Supplied information section start

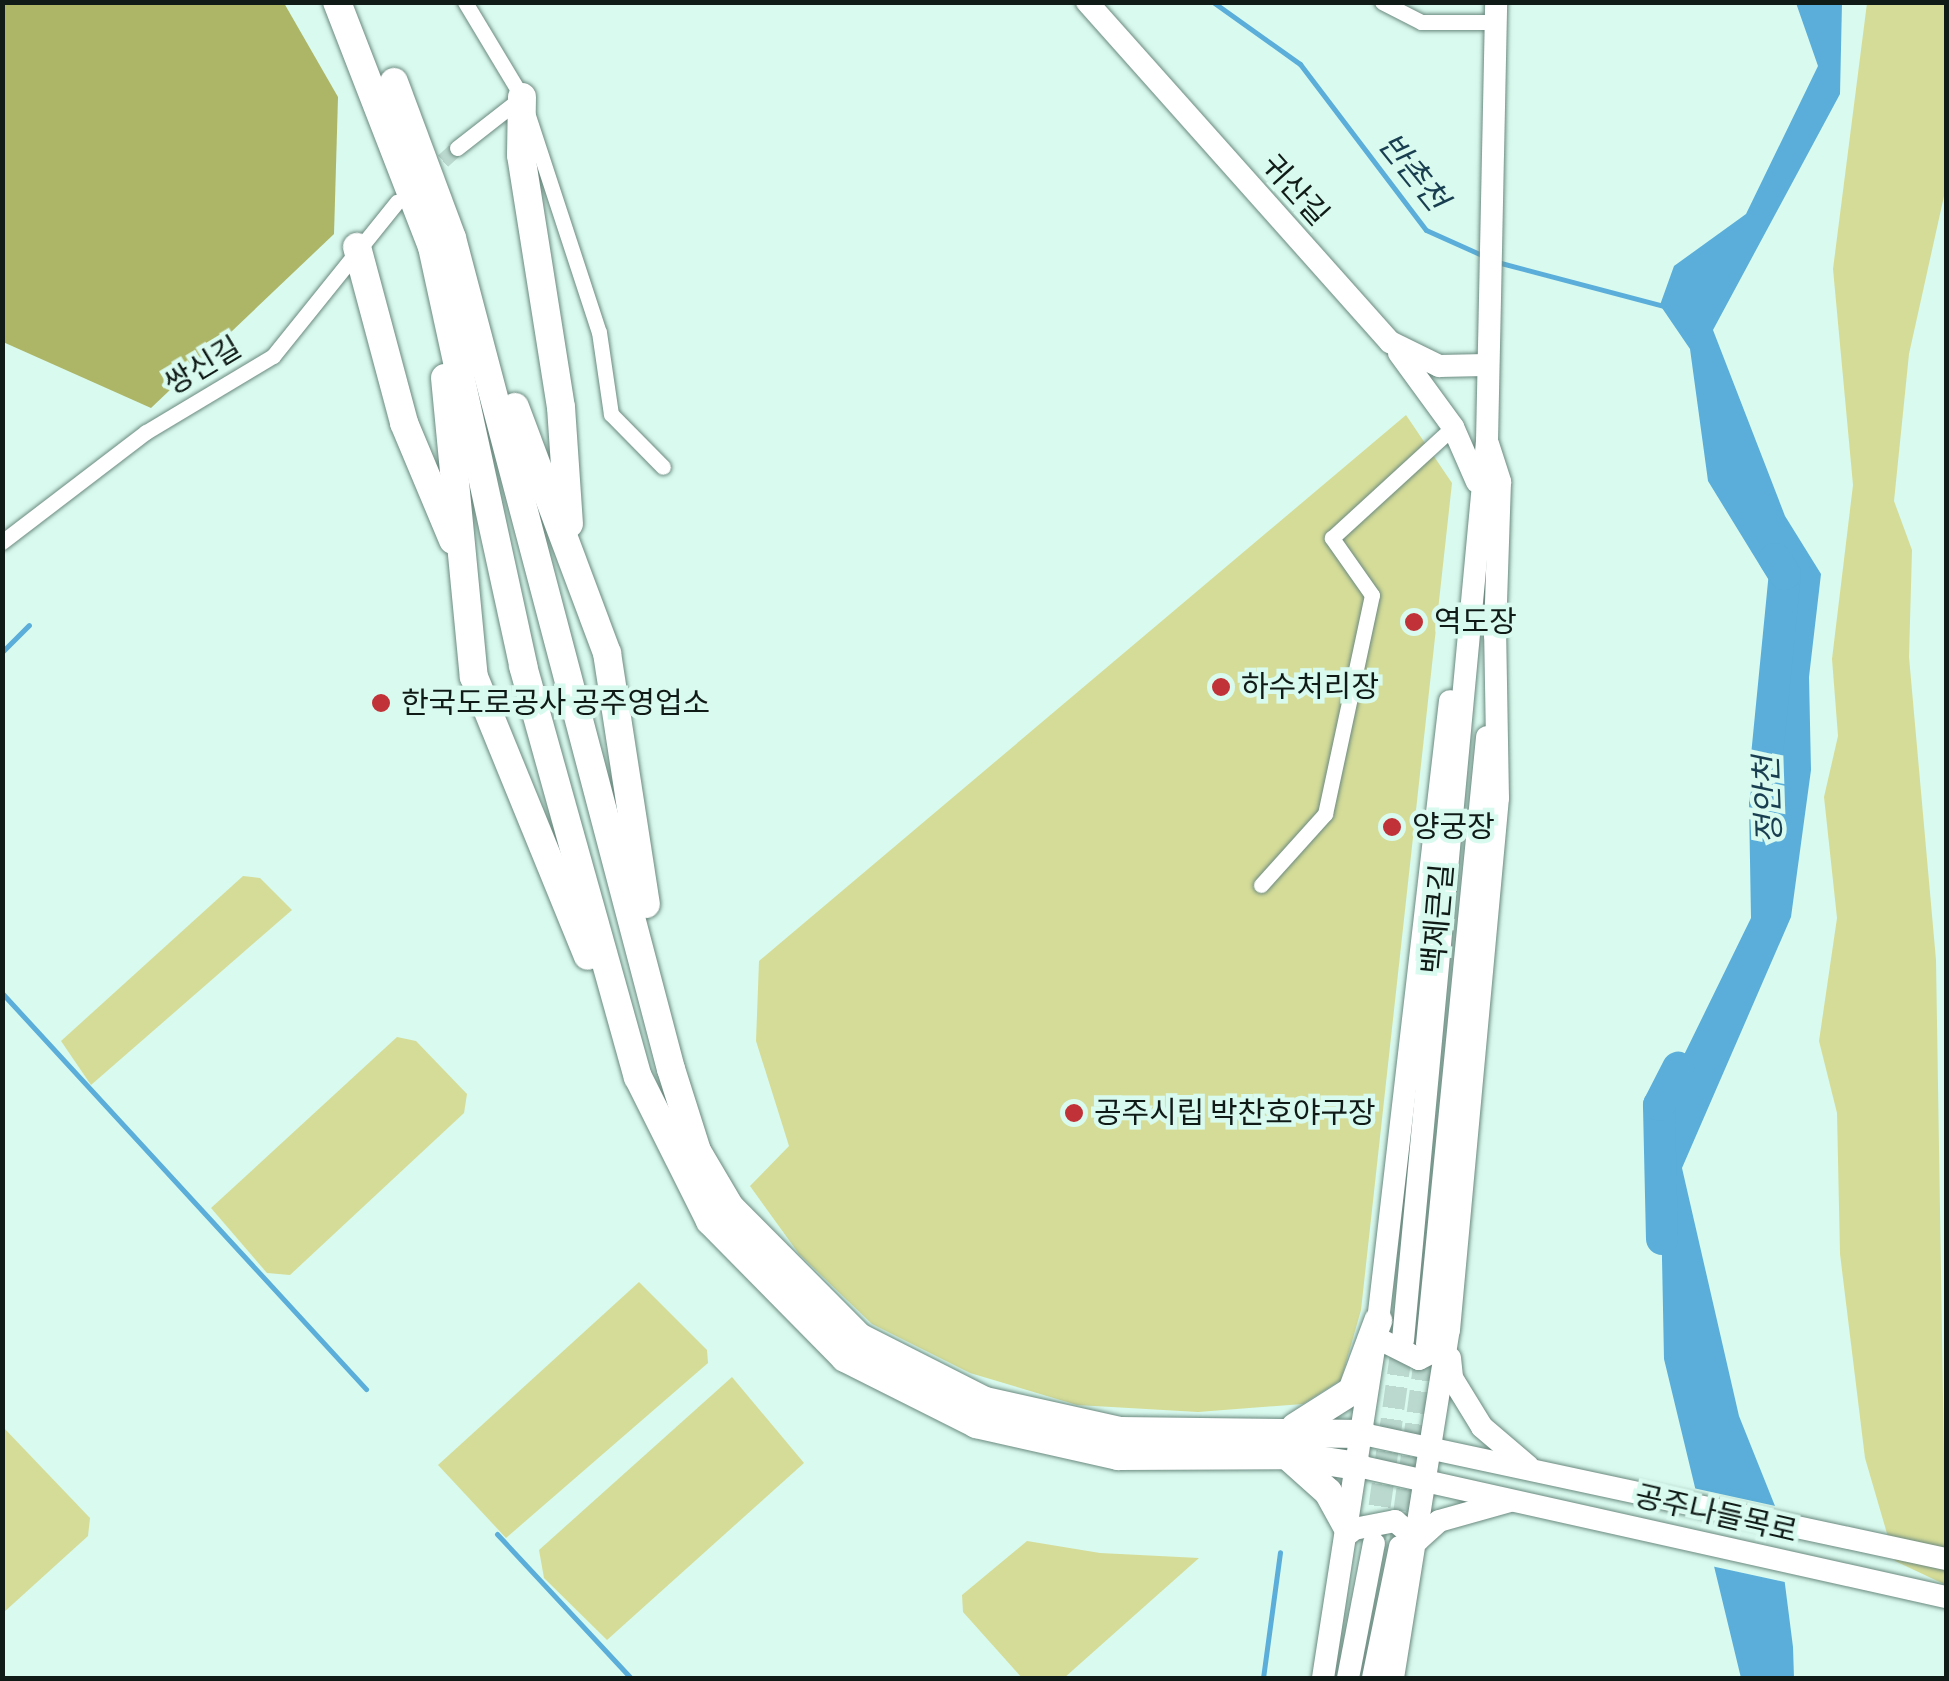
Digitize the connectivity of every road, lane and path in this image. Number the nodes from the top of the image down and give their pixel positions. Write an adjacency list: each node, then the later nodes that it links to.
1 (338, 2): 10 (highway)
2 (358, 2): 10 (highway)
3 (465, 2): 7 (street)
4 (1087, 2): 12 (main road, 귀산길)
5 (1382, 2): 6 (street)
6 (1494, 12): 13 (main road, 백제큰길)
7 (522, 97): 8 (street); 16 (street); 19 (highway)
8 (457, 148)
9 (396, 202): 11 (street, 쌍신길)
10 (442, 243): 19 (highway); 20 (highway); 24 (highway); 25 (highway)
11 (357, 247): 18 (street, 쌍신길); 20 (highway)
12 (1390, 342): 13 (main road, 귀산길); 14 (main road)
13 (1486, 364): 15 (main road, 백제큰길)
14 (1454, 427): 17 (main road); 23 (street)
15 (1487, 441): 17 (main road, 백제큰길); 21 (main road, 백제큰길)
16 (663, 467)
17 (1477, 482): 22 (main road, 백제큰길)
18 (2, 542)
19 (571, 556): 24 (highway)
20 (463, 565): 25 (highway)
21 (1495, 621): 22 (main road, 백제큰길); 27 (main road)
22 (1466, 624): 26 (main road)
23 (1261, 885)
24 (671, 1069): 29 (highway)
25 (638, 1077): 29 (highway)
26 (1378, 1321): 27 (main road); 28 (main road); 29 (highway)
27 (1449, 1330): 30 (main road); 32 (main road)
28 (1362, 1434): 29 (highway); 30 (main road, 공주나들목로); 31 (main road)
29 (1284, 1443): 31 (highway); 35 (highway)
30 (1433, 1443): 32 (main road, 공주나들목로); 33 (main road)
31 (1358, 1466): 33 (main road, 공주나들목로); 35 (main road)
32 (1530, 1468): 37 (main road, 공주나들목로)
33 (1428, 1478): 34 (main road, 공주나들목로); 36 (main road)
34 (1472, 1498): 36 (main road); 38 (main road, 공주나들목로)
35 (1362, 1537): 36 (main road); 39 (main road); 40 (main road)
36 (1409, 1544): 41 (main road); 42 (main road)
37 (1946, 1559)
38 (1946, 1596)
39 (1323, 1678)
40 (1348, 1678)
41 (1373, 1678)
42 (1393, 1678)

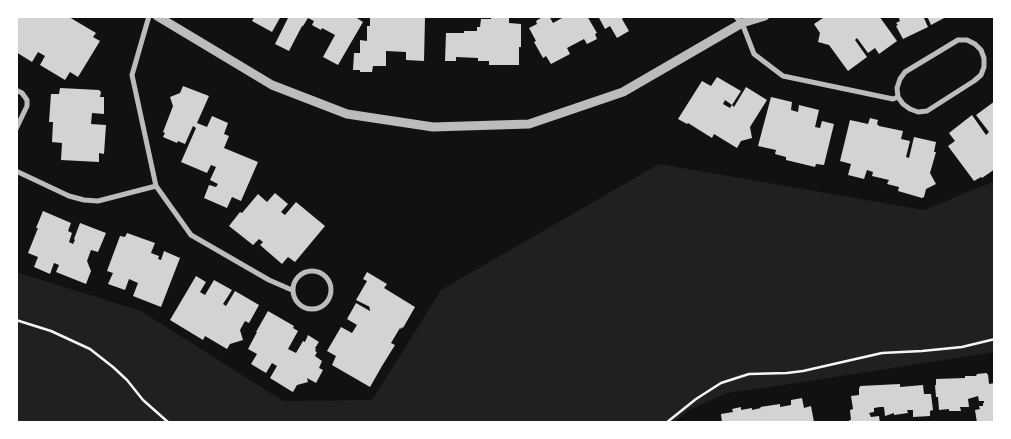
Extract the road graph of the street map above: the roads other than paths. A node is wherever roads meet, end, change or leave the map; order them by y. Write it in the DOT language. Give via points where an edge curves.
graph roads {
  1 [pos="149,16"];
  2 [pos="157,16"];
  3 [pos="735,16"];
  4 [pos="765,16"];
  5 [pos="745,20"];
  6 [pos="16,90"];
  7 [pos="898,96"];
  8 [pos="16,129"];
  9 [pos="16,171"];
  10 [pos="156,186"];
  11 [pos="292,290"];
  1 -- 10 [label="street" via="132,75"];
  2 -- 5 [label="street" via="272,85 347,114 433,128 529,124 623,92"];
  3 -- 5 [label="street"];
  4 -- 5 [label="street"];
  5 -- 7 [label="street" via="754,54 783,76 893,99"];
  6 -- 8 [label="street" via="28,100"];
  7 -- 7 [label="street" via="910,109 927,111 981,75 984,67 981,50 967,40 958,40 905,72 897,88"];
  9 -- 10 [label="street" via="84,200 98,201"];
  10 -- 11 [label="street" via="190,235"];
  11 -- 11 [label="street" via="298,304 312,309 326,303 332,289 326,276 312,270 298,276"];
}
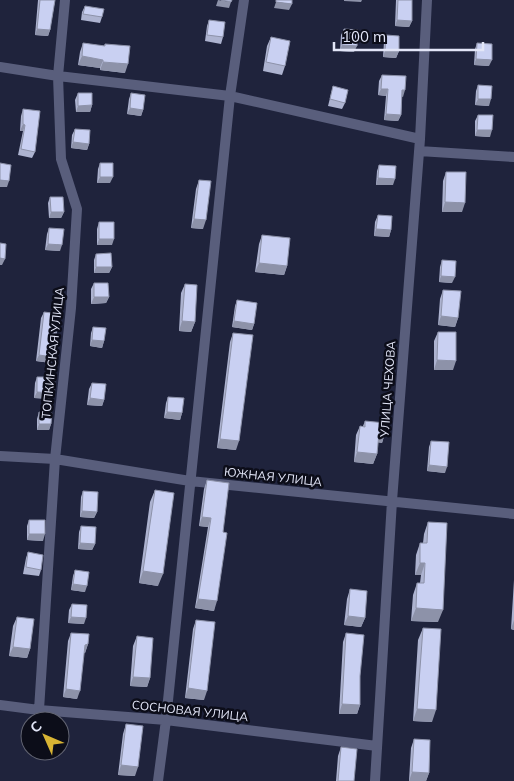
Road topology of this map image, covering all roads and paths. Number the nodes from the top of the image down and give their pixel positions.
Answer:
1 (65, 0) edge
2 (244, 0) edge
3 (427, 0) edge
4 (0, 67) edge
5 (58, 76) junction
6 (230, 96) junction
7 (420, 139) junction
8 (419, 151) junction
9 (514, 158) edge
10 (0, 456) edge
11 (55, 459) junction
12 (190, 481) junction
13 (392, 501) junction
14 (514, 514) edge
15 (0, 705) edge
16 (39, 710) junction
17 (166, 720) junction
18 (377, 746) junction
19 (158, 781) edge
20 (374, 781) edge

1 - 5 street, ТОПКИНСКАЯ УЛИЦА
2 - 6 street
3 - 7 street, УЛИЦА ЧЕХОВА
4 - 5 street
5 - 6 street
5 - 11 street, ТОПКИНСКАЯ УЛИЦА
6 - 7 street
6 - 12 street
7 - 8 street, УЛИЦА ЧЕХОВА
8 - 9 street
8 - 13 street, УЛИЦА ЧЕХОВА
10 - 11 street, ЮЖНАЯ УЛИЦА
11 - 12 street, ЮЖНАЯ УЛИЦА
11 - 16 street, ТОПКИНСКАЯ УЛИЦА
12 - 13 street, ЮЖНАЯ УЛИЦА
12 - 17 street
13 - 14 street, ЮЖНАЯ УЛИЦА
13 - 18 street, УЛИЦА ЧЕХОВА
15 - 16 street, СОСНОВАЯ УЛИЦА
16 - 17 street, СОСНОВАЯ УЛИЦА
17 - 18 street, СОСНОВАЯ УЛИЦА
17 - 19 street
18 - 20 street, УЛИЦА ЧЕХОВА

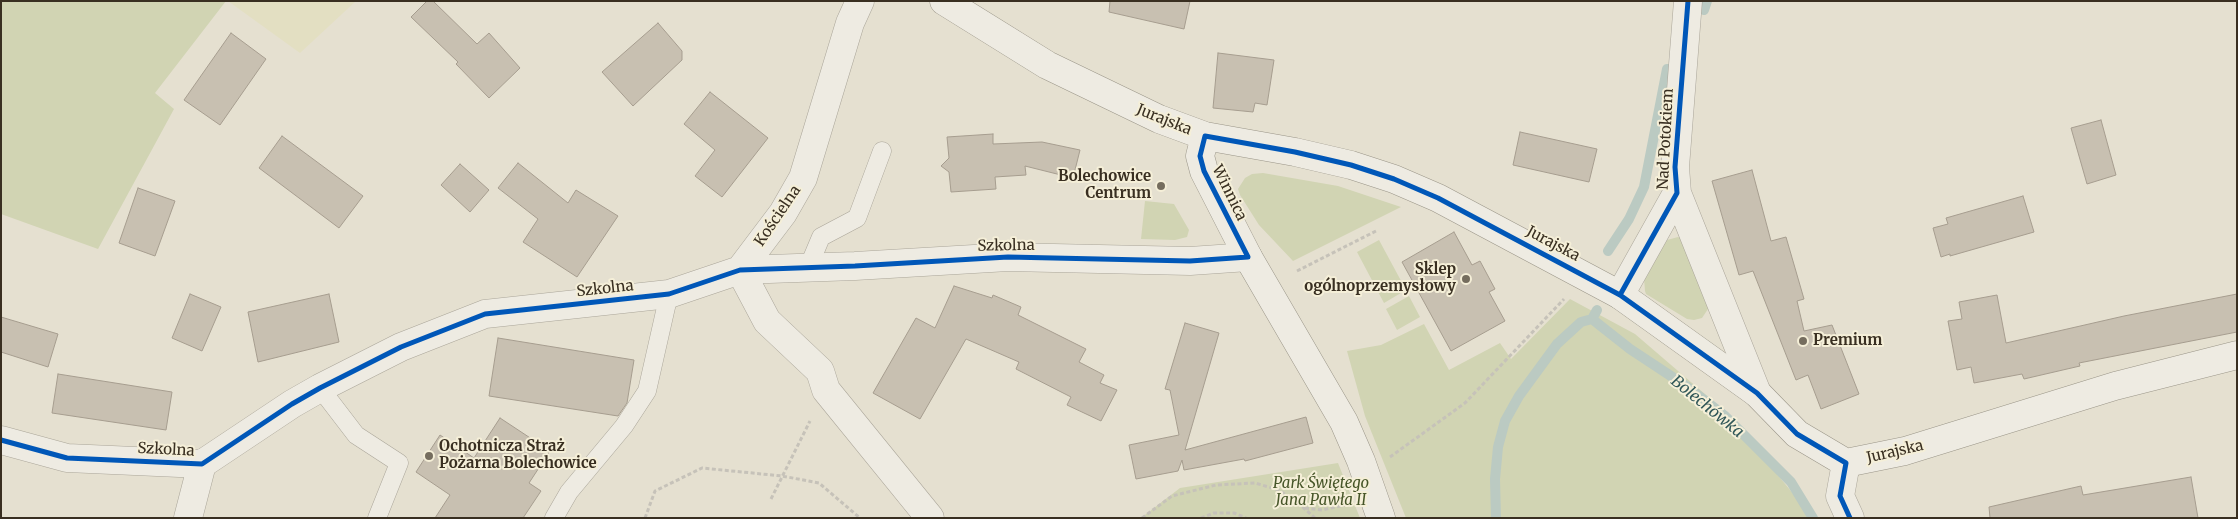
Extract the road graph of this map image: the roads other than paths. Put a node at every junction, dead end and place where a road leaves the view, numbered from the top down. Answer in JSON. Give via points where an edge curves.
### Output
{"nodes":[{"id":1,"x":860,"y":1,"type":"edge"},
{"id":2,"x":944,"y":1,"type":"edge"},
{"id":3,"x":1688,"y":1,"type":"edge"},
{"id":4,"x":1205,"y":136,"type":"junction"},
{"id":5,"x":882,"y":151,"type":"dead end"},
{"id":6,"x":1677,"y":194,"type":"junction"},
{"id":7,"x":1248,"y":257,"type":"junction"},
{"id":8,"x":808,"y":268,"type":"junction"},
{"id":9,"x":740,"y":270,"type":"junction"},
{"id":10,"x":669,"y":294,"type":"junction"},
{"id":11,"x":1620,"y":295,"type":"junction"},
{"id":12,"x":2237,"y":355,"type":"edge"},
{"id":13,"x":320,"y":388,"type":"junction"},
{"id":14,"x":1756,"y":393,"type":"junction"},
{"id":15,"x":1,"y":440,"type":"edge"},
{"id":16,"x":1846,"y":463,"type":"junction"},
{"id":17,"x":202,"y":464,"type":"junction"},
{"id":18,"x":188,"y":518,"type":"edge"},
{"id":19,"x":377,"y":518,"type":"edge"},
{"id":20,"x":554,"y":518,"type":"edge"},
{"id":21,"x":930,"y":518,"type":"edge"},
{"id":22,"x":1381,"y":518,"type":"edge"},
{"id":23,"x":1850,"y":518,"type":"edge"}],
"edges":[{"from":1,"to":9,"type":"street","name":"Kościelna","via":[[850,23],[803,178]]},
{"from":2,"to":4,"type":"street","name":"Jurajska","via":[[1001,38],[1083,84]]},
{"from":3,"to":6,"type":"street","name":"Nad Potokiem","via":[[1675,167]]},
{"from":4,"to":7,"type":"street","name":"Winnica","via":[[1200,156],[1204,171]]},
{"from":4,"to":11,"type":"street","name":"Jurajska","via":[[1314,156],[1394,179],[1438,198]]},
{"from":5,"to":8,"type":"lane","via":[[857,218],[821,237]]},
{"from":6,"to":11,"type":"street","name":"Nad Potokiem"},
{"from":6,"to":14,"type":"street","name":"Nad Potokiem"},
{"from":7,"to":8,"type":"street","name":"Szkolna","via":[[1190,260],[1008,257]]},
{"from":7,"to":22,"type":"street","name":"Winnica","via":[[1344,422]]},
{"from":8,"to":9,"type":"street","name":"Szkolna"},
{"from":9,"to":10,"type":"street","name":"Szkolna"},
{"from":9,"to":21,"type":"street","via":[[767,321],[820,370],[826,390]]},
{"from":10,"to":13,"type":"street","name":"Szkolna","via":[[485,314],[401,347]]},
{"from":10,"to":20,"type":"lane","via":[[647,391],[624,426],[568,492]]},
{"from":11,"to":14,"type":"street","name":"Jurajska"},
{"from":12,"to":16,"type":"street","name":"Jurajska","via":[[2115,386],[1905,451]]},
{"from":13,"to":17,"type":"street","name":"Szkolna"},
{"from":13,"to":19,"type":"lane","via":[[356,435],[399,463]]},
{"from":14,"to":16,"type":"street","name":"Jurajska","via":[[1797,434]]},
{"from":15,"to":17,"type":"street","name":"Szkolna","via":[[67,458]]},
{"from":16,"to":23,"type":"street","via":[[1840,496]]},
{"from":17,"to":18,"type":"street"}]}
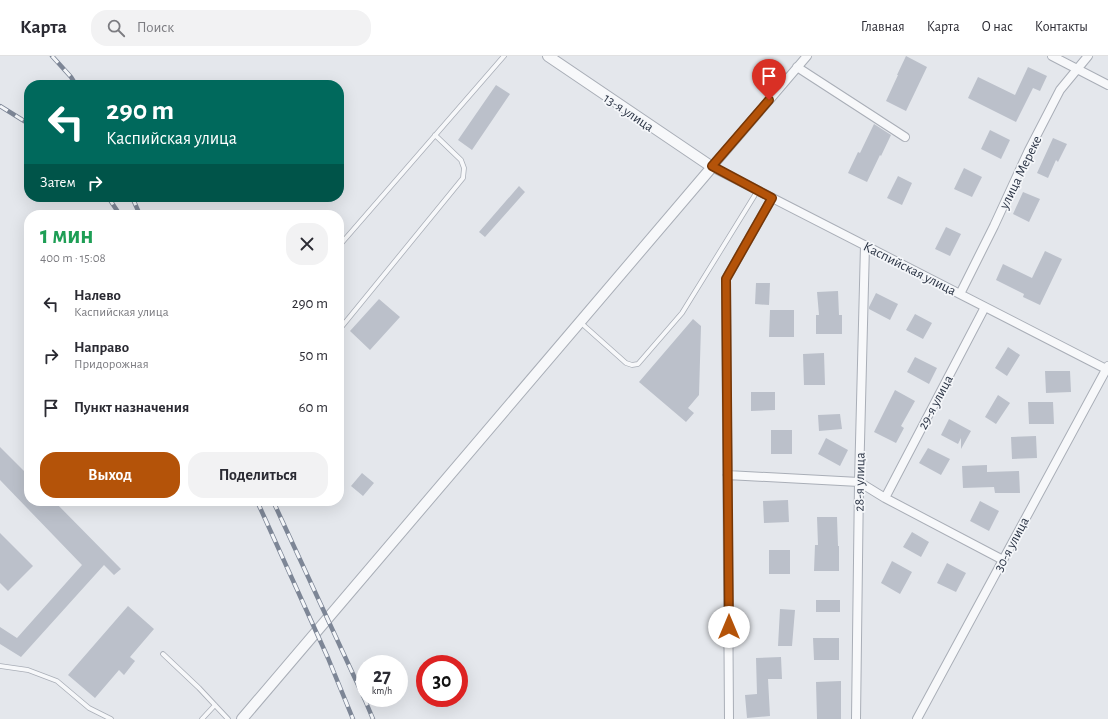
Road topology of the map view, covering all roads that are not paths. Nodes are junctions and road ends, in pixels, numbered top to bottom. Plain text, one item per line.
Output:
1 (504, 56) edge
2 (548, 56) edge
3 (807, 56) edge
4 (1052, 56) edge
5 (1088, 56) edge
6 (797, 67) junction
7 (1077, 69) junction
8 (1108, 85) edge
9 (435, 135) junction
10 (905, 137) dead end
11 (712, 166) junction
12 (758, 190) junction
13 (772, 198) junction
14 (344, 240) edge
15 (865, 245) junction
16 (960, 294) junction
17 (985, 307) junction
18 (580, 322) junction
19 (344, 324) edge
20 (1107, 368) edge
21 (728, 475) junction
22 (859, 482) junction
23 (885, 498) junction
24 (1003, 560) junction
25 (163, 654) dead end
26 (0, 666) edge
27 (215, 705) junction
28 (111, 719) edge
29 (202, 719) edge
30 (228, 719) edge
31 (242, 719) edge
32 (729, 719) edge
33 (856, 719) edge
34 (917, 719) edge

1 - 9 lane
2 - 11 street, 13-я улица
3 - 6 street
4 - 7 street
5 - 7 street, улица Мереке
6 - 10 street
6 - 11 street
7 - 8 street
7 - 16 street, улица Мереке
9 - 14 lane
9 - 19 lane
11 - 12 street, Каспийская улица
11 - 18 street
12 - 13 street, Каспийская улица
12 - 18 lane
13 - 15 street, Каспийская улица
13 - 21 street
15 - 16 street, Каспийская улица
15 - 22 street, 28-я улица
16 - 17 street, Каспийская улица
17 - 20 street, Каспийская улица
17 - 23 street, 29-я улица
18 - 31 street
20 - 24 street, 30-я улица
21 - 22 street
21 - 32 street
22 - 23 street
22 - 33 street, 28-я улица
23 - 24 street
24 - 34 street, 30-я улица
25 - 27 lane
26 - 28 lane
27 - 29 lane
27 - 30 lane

Supplied information section end

• **Work required**
In the listing above, find each line with "Potokiem" and copy it.

• **Answer to the exercise**
{"from":3,"to":6,"type":"street","name":"Nad Potokiem","via":[[1675,167]]},
{"from":6,"to":11,"type":"street","name":"Nad Potokiem"},
{"from":6,"to":14,"type":"street","name":"Nad Potokiem"},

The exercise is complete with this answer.